- [TASK GOAL] "Road topology of" appears in one line of the records below. Output that line and each one after it, exactly, through the last line.

- [THE RECORDS]
***

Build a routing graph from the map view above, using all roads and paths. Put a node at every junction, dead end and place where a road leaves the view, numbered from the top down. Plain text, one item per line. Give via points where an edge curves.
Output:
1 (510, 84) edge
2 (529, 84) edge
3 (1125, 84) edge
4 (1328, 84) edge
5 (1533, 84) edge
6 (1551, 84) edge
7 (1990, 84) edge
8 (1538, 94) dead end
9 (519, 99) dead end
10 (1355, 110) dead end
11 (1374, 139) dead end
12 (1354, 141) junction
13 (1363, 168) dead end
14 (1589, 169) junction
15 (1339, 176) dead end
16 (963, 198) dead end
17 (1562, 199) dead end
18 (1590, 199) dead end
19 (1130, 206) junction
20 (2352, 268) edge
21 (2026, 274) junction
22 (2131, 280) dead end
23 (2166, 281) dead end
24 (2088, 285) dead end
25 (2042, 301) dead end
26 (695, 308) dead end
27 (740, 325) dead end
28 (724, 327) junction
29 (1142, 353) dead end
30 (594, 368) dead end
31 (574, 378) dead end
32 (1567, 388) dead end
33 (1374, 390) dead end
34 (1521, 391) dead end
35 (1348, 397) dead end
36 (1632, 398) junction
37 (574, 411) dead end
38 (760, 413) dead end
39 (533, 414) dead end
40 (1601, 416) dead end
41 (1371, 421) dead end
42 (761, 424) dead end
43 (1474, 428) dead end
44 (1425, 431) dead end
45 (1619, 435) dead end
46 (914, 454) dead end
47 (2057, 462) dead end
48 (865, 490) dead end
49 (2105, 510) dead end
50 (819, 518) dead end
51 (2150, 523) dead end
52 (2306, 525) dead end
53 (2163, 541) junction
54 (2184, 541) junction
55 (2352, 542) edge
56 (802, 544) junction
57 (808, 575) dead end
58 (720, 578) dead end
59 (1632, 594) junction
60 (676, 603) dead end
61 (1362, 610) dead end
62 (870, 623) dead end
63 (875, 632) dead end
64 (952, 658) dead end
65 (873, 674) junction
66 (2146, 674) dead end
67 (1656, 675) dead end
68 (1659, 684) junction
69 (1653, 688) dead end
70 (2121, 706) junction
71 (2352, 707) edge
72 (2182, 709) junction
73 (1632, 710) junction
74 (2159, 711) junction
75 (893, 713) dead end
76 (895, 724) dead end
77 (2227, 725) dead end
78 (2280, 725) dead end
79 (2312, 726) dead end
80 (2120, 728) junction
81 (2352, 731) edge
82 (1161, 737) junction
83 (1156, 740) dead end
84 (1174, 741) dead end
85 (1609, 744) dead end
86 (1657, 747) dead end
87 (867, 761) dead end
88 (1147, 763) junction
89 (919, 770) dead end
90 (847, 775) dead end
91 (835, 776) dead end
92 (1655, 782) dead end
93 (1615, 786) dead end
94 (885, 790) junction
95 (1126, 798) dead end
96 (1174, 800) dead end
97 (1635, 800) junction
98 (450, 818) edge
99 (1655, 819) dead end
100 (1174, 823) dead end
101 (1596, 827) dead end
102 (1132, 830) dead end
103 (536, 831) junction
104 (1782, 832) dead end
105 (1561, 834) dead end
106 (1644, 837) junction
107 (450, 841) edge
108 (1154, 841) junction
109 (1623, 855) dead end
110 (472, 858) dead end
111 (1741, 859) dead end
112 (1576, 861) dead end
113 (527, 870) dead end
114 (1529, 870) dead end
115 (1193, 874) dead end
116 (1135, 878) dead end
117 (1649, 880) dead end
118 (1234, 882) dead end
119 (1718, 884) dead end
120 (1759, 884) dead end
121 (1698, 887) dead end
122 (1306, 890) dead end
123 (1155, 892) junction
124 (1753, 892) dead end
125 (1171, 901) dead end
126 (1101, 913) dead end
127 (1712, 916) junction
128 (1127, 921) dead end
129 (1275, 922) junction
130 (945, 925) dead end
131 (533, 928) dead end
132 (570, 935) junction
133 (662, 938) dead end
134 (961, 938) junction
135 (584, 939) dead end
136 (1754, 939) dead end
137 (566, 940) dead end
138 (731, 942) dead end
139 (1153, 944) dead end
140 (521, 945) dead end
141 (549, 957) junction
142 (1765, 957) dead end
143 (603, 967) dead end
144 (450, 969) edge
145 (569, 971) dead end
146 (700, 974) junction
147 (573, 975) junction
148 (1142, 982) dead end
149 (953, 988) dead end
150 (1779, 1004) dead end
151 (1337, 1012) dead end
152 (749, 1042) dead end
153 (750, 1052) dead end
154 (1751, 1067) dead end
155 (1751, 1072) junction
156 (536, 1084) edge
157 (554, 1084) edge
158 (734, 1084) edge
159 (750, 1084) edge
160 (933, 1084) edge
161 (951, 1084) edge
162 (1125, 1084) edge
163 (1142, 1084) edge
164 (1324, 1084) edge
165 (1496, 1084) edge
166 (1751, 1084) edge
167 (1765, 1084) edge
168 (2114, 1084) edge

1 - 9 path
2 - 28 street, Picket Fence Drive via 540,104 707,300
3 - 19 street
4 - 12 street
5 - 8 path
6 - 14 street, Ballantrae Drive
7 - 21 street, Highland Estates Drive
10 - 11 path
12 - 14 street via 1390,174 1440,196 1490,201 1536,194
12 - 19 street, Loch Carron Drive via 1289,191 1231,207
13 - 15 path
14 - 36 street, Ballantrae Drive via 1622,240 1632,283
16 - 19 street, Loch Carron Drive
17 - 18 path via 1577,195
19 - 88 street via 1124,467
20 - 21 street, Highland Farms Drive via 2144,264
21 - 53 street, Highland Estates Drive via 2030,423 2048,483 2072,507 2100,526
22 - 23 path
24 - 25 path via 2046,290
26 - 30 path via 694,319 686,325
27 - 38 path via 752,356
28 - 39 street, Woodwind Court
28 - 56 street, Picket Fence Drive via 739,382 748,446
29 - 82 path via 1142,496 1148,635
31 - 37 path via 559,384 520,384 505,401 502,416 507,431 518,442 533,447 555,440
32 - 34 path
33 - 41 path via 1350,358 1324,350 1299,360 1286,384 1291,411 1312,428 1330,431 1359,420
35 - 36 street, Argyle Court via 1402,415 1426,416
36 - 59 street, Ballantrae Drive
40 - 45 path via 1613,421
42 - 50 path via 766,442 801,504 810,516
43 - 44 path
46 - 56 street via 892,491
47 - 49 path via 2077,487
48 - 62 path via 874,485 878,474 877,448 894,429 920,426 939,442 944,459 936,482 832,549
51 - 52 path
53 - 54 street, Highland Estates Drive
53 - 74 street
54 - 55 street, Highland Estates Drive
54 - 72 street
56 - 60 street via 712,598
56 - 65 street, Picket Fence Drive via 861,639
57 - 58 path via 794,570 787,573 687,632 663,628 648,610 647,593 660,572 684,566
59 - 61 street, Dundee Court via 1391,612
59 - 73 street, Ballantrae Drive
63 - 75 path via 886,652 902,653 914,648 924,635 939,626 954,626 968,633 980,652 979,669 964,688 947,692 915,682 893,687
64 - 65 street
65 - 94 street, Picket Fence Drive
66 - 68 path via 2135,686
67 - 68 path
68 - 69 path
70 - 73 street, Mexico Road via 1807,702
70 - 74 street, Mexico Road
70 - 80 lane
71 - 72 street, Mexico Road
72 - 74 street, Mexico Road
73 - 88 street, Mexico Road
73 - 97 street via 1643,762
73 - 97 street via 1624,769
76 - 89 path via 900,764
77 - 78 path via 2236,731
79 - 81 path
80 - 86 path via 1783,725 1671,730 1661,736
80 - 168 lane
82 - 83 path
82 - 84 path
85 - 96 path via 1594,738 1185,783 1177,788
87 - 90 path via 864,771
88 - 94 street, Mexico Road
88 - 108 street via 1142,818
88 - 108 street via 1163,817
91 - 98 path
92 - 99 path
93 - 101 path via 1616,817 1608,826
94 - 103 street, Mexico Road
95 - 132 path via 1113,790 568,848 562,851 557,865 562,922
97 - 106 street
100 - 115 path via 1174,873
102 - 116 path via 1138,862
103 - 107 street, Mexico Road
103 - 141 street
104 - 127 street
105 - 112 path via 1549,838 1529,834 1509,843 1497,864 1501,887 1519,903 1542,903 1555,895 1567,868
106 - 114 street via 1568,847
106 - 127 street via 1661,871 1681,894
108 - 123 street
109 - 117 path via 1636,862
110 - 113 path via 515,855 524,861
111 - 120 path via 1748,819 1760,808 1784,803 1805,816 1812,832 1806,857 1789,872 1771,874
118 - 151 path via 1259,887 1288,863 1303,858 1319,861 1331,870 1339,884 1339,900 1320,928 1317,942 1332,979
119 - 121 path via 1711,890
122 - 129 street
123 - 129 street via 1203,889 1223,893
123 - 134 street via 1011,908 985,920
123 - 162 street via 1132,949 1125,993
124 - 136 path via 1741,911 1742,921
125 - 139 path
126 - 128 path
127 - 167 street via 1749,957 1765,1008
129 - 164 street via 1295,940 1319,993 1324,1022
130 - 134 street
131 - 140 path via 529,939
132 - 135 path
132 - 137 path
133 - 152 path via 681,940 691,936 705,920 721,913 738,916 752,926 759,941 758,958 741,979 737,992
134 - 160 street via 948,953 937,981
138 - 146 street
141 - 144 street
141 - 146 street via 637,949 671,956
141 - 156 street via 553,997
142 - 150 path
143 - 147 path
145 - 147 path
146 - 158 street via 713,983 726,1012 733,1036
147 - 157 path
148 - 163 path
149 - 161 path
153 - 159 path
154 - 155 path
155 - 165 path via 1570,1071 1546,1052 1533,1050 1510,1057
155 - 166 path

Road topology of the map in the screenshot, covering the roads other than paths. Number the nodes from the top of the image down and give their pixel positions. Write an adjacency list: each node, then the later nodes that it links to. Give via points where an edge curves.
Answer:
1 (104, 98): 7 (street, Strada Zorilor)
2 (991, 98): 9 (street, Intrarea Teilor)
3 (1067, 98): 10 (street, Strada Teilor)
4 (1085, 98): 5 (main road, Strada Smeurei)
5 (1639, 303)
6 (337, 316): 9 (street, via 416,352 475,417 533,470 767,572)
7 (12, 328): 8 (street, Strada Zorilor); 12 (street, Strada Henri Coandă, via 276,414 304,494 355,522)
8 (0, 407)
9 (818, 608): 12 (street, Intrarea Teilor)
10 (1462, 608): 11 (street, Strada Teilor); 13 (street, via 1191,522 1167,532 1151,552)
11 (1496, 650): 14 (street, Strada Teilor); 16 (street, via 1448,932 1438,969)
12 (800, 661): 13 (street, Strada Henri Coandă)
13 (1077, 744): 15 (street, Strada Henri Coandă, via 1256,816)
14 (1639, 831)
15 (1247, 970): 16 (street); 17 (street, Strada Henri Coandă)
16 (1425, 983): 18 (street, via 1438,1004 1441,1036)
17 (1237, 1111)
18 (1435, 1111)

***

- [ANSWER SPACE]
Road topology of the map in the screenshot, covering the roads other than paths. Number the nodes from the top of the image down and give their pixel positions. Write an adjacency list: each node, then the later nodes that it links to. Give via points where an edge curves.
Answer:
1 (104, 98): 7 (street, Strada Zorilor)
2 (991, 98): 9 (street, Intrarea Teilor)
3 (1067, 98): 10 (street, Strada Teilor)
4 (1085, 98): 5 (main road, Strada Smeurei)
5 (1639, 303)
6 (337, 316): 9 (street, via 416,352 475,417 533,470 767,572)
7 (12, 328): 8 (street, Strada Zorilor); 12 (street, Strada Henri Coandă, via 276,414 304,494 355,522)
8 (0, 407)
9 (818, 608): 12 (street, Intrarea Teilor)
10 (1462, 608): 11 (street, Strada Teilor); 13 (street, via 1191,522 1167,532 1151,552)
11 (1496, 650): 14 (street, Strada Teilor); 16 (street, via 1448,932 1438,969)
12 (800, 661): 13 (street, Strada Henri Coandă)
13 (1077, 744): 15 (street, Strada Henri Coandă, via 1256,816)
14 (1639, 831)
15 (1247, 970): 16 (street); 17 (street, Strada Henri Coandă)
16 (1425, 983): 18 (street, via 1438,1004 1441,1036)
17 (1237, 1111)
18 (1435, 1111)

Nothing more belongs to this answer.